With the mountain pass in sight, half proud of ourselves, half cursing our rashness, we at least had the sense not to attempt to cross the pass just before nightfall. As we made camp beside a stream running through mossy banks, hot and tired from a long day of climbing, we surveyed the vast, empty landscape around us. Across vivid green slopes the setting sun drew huge trains of shadow. We sat by our kerosene stove heating water from the stream for oatmeal and tea. As dark came, the temperature dropped like a stone. In fact, up at this altitude, it was clear that we were indeed tiny creatures clinging to an all-but-bare stone hurtling through space. As the earth spun into darkness, we pulled on more clothes. By the time we climbed into our sleeping bags, we were wearing literally everything we had: long underwear, two pairs of trousers, all our T-shirts and sweaters, jackets, hats, multiple pairs of socks, even our boots. And all to no avail. We had overstepped ourselves, gone too high for the night: too high, too cold.

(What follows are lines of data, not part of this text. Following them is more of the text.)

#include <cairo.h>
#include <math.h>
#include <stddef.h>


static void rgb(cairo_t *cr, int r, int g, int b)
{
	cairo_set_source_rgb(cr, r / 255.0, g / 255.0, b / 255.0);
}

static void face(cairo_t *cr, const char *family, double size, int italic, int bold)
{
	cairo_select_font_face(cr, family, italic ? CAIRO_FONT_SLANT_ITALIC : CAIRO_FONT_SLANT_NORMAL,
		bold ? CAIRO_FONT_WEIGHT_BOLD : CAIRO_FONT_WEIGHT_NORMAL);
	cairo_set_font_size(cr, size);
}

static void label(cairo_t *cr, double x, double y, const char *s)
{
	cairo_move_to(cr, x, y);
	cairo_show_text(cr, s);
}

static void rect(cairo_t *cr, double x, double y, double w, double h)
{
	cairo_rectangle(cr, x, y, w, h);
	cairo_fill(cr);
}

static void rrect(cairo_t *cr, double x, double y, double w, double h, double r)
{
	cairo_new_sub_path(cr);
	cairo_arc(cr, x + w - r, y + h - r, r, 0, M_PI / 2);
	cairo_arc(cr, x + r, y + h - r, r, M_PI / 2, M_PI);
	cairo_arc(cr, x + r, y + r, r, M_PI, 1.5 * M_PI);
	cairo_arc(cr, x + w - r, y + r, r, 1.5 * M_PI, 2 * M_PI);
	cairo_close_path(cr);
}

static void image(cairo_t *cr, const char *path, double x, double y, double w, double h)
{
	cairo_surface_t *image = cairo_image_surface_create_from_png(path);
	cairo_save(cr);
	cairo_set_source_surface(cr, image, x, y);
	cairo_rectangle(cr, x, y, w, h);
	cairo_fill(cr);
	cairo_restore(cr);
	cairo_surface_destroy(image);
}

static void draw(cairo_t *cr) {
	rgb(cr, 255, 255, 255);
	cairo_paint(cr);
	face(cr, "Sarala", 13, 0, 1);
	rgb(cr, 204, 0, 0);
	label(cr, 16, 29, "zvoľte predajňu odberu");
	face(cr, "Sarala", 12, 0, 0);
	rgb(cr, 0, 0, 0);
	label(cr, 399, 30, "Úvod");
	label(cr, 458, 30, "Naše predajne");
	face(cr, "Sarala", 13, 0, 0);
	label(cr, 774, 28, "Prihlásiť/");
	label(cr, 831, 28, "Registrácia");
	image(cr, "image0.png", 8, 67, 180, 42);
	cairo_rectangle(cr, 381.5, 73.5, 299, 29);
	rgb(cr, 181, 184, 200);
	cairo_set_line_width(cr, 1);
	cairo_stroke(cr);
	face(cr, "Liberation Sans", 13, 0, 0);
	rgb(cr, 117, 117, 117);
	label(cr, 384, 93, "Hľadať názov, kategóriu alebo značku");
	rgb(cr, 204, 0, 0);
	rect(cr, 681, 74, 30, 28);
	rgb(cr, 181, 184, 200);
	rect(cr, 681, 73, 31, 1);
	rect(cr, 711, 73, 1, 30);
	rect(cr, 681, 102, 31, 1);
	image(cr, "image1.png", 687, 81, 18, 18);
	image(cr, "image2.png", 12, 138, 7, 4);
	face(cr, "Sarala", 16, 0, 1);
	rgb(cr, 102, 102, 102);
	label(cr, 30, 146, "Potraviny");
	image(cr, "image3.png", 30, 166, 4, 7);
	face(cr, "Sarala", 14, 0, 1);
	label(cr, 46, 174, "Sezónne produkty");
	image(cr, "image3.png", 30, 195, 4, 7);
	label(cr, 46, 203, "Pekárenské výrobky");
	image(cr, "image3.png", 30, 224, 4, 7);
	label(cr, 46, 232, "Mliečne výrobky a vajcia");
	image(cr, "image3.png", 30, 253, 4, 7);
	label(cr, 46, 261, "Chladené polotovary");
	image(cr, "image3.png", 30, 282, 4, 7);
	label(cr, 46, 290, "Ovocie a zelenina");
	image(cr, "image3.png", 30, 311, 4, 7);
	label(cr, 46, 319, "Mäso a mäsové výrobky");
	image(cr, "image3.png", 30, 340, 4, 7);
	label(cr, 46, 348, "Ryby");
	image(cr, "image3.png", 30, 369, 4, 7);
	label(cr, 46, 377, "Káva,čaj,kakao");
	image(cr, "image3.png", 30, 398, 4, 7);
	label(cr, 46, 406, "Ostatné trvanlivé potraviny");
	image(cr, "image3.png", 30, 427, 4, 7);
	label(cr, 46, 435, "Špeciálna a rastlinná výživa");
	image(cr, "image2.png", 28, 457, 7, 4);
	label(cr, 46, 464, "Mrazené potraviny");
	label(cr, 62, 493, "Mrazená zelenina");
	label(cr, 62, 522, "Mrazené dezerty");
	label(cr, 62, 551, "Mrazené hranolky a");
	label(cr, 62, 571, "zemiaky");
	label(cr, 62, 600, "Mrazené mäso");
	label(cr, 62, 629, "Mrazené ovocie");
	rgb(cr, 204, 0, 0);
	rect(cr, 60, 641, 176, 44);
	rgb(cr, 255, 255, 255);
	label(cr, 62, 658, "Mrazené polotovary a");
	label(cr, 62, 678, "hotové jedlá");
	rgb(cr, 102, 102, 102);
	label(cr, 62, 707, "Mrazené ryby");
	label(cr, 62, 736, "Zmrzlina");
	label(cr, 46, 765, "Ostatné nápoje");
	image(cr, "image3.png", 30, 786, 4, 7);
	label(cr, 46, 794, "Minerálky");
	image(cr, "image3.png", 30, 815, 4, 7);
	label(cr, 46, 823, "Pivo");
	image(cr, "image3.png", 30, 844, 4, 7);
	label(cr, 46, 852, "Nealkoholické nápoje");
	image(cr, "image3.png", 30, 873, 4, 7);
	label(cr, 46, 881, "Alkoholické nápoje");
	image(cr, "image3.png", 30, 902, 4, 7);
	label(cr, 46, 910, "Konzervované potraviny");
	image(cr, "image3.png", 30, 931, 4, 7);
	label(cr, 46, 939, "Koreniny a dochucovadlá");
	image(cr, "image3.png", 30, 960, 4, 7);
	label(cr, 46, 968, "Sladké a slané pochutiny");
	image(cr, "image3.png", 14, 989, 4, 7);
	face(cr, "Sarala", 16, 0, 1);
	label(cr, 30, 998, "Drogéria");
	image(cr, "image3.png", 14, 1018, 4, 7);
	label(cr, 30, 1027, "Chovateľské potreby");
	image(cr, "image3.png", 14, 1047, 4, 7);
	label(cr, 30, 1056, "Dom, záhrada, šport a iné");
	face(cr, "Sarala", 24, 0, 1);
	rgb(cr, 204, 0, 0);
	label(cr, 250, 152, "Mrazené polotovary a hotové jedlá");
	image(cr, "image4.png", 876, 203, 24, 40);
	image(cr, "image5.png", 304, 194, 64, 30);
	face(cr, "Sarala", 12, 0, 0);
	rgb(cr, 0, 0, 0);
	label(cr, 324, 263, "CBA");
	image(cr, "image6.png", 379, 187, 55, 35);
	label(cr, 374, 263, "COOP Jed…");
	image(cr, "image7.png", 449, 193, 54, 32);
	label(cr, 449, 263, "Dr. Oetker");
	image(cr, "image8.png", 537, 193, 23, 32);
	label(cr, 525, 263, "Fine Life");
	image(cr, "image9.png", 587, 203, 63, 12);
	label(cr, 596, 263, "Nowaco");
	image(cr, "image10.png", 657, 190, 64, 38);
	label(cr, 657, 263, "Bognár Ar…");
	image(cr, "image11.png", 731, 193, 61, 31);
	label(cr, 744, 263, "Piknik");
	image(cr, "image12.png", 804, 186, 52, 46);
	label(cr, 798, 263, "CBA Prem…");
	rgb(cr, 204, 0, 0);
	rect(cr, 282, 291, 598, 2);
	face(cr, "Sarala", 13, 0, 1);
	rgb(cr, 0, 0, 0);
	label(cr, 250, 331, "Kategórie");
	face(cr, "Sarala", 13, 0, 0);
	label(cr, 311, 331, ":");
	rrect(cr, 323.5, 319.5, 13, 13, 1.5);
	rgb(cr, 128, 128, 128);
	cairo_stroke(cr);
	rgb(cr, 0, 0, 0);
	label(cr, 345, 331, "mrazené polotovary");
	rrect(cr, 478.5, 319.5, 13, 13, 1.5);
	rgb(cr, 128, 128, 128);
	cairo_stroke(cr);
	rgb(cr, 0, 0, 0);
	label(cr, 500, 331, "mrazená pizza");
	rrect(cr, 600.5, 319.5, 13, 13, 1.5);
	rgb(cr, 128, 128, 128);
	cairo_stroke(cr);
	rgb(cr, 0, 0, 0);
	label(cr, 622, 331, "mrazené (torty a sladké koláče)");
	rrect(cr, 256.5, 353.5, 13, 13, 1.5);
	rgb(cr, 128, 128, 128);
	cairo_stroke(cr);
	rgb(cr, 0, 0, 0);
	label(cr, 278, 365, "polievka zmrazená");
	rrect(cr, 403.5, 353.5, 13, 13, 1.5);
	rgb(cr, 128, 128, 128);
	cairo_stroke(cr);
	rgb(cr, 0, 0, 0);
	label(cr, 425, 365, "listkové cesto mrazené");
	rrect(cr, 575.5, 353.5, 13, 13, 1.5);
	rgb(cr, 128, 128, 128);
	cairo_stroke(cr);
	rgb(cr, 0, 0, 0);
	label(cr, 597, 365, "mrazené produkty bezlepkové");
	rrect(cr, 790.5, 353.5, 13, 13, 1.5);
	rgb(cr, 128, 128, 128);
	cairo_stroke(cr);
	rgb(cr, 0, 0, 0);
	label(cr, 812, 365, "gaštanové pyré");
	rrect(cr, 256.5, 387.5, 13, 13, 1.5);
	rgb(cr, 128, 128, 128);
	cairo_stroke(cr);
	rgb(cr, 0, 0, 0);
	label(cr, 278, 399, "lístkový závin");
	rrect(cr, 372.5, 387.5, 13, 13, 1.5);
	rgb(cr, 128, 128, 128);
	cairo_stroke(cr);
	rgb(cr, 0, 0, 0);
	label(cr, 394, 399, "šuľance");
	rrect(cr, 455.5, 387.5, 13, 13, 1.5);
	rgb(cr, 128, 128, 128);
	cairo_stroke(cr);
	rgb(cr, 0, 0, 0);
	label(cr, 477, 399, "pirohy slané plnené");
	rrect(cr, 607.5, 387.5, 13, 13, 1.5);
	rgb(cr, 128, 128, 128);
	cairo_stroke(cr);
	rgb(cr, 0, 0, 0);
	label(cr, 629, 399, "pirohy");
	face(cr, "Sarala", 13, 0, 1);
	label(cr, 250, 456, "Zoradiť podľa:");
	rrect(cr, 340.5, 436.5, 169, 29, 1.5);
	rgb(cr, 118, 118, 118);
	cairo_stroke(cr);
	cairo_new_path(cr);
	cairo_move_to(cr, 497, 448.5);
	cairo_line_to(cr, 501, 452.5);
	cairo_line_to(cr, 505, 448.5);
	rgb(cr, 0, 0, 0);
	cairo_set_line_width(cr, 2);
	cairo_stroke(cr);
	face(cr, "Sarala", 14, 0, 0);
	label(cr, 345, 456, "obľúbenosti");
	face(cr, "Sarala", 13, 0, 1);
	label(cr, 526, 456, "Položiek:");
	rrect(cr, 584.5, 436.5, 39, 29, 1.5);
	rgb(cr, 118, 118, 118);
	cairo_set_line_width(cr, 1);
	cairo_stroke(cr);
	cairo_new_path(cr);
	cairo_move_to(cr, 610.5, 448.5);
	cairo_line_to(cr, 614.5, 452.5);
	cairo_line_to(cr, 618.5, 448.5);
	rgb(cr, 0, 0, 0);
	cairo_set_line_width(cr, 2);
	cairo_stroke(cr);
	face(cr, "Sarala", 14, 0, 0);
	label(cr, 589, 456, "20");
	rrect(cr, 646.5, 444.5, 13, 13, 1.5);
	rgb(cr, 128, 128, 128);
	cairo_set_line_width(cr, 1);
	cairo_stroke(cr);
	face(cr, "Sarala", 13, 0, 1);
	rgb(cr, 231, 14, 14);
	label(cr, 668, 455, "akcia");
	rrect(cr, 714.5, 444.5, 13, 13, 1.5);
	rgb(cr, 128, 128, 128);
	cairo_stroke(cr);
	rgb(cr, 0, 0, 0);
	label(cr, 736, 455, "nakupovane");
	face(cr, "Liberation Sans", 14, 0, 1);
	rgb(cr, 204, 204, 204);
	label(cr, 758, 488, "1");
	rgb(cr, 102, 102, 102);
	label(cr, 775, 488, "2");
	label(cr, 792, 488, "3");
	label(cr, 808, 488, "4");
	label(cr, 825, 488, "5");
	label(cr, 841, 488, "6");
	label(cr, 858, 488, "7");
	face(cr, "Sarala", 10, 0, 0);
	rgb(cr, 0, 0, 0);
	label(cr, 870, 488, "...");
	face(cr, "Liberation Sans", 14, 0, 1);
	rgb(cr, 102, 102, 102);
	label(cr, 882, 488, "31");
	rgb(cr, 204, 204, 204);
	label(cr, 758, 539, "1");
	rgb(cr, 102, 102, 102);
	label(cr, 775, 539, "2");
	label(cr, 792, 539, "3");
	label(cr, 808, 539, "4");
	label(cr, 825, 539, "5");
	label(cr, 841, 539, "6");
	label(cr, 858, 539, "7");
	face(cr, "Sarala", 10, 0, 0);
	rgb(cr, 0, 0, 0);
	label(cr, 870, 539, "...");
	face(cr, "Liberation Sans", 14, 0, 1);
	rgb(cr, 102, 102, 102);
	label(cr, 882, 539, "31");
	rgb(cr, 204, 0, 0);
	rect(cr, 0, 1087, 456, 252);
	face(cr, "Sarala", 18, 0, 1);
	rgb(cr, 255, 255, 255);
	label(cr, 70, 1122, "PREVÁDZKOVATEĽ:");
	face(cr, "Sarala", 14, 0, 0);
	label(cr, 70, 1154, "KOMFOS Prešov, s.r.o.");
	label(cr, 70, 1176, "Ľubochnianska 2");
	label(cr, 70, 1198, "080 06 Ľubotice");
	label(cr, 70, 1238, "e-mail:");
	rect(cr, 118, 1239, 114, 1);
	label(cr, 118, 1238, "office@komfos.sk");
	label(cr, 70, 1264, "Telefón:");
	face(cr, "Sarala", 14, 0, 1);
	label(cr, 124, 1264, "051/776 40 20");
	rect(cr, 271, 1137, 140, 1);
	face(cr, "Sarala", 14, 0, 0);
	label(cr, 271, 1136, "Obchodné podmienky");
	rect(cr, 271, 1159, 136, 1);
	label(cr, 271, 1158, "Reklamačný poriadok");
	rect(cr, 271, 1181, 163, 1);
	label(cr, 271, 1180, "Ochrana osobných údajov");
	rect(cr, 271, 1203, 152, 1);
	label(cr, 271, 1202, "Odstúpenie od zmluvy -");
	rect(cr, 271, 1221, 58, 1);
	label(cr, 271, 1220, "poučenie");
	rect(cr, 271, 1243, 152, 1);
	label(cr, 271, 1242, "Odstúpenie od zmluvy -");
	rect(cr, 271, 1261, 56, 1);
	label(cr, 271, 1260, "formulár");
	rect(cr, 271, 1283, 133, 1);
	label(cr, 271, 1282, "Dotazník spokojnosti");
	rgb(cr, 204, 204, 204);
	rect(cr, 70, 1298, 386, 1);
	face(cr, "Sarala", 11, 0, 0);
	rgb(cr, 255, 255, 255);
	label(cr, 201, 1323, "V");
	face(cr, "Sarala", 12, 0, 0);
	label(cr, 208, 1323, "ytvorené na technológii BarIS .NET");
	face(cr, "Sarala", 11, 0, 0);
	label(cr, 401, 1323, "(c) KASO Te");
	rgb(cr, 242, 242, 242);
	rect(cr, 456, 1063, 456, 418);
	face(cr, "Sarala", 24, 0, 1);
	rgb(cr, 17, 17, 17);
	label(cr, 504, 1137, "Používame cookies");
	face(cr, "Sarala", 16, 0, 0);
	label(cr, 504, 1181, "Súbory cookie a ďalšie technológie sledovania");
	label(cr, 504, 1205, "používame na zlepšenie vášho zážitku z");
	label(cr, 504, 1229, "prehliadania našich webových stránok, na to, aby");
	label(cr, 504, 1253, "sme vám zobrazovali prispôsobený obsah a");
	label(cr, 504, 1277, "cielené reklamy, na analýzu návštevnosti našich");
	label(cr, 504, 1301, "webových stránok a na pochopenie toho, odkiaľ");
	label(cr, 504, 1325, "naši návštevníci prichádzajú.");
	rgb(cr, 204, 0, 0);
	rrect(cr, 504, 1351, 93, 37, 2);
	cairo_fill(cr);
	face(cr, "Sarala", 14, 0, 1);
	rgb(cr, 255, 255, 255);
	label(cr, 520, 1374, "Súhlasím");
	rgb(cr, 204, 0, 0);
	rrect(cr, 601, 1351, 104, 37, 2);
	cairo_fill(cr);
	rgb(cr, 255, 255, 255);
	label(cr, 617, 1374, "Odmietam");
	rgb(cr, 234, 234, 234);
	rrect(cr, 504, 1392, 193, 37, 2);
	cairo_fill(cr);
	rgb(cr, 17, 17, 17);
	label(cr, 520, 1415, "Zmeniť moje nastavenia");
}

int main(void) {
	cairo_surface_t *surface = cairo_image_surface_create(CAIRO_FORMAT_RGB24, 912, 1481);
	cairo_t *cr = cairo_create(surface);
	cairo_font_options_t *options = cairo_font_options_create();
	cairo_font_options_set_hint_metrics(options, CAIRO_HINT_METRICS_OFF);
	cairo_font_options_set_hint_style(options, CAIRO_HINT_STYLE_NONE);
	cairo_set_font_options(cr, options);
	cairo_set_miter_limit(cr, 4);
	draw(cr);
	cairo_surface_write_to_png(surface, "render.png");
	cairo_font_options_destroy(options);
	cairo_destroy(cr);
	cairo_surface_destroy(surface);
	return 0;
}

Neither of us slept. All our body heat leached into the ground. In the middle of the night we realized it had become very quiet: the stream outside had fallen silent. It had frozen. The cold was taking us from the inside out. It was a night of unrelenting pain.
When dawn finally touched the tip of our tent we crawled out and lurched up the slope into the sun, blinking at the golden star rising over a far brow. It was like seeing water in the desert. Our very bones seemed to know they needed the light and redoubled their agony of cold, as if to make sure we moved toward it. We stomped on the ground and slapped ourselves, soon getting out of breath.
As we again heated up oatmeal and tea, three young boys materialized out of nowhere: Quechua boys in ponchos, open sandals, and short baggy pants that barely covered their knees, with glittering crystals of dried mucus under their noses, and sparkling black eyes. They stood about bare-legged and barefoot, showing none of the rigors of cold we were suffering from.